Assignment
Line by line, write out the material exactly.
- - - -
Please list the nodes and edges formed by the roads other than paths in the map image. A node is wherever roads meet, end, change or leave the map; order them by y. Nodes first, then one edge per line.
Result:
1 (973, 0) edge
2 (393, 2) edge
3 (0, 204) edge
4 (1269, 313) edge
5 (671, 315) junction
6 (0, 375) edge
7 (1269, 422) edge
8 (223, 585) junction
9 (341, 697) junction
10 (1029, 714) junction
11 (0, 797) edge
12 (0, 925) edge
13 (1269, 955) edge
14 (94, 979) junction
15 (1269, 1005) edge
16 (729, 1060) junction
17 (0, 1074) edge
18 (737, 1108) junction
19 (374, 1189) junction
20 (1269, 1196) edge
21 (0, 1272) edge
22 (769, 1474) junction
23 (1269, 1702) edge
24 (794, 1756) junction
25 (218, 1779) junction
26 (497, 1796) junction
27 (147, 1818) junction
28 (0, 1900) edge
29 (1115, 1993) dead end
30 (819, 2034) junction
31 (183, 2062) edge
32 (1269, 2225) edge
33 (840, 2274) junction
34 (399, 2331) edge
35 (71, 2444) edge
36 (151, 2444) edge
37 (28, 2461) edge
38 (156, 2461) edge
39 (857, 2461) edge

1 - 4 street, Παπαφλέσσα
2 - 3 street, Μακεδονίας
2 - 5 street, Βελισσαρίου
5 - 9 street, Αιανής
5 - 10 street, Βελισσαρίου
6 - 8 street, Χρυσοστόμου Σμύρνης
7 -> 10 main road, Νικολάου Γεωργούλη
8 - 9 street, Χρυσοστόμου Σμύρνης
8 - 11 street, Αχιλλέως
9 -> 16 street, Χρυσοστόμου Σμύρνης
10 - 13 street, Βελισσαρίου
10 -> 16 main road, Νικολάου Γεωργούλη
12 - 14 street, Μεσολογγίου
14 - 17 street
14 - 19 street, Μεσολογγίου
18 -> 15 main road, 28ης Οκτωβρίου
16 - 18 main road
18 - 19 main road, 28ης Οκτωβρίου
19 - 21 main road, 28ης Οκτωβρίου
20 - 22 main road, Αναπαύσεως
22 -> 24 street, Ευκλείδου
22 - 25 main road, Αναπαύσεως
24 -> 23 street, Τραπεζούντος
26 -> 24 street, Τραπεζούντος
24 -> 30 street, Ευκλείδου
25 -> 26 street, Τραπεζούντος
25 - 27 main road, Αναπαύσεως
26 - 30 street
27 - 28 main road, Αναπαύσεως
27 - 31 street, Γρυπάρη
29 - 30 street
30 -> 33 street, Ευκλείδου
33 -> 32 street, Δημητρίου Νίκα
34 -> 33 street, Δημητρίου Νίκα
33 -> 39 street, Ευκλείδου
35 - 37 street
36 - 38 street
- - - -
Response to the task
Please list the nodes and edges formed by the roads other than paths in the map image. A node is wherever roads meet, end, change or leave the map; order them by y. Nodes first, then one edge per line.
Result:
1 (973, 0) edge
2 (393, 2) edge
3 (0, 204) edge
4 (1269, 313) edge
5 (671, 315) junction
6 (0, 375) edge
7 (1269, 422) edge
8 (223, 585) junction
9 (341, 697) junction
10 (1029, 714) junction
11 (0, 797) edge
12 (0, 925) edge
13 (1269, 955) edge
14 (94, 979) junction
15 (1269, 1005) edge
16 (729, 1060) junction
17 (0, 1074) edge
18 (737, 1108) junction
19 (374, 1189) junction
20 (1269, 1196) edge
21 (0, 1272) edge
22 (769, 1474) junction
23 (1269, 1702) edge
24 (794, 1756) junction
25 (218, 1779) junction
26 (497, 1796) junction
27 (147, 1818) junction
28 (0, 1900) edge
29 (1115, 1993) dead end
30 (819, 2034) junction
31 (183, 2062) edge
32 (1269, 2225) edge
33 (840, 2274) junction
34 (399, 2331) edge
35 (71, 2444) edge
36 (151, 2444) edge
37 (28, 2461) edge
38 (156, 2461) edge
39 (857, 2461) edge

1 - 4 street, Παπαφλέσσα
2 - 3 street, Μακεδονίας
2 - 5 street, Βελισσαρίου
5 - 9 street, Αιανής
5 - 10 street, Βελισσαρίου
6 - 8 street, Χρυσοστόμου Σμύρνης
7 -> 10 main road, Νικολάου Γεωργούλη
8 - 9 street, Χρυσοστόμου Σμύρνης
8 - 11 street, Αχιλλέως
9 -> 16 street, Χρυσοστόμου Σμύρνης
10 - 13 street, Βελισσαρίου
10 -> 16 main road, Νικολάου Γεωργούλη
12 - 14 street, Μεσολογγίου
14 - 17 street
14 - 19 street, Μεσολογγίου
18 -> 15 main road, 28ης Οκτωβρίου
16 - 18 main road
18 - 19 main road, 28ης Οκτωβρίου
19 - 21 main road, 28ης Οκτωβρίου
20 - 22 main road, Αναπαύσεως
22 -> 24 street, Ευκλείδου
22 - 25 main road, Αναπαύσεως
24 -> 23 street, Τραπεζούντος
26 -> 24 street, Τραπεζούντος
24 -> 30 street, Ευκλείδου
25 -> 26 street, Τραπεζούντος
25 - 27 main road, Αναπαύσεως
26 - 30 street
27 - 28 main road, Αναπαύσεως
27 - 31 street, Γρυπάρη
29 - 30 street
30 -> 33 street, Ευκλείδου
33 -> 32 street, Δημητρίου Νίκα
34 -> 33 street, Δημητρίου Νίκα
33 -> 39 street, Ευκλείδου
35 - 37 street
36 - 38 street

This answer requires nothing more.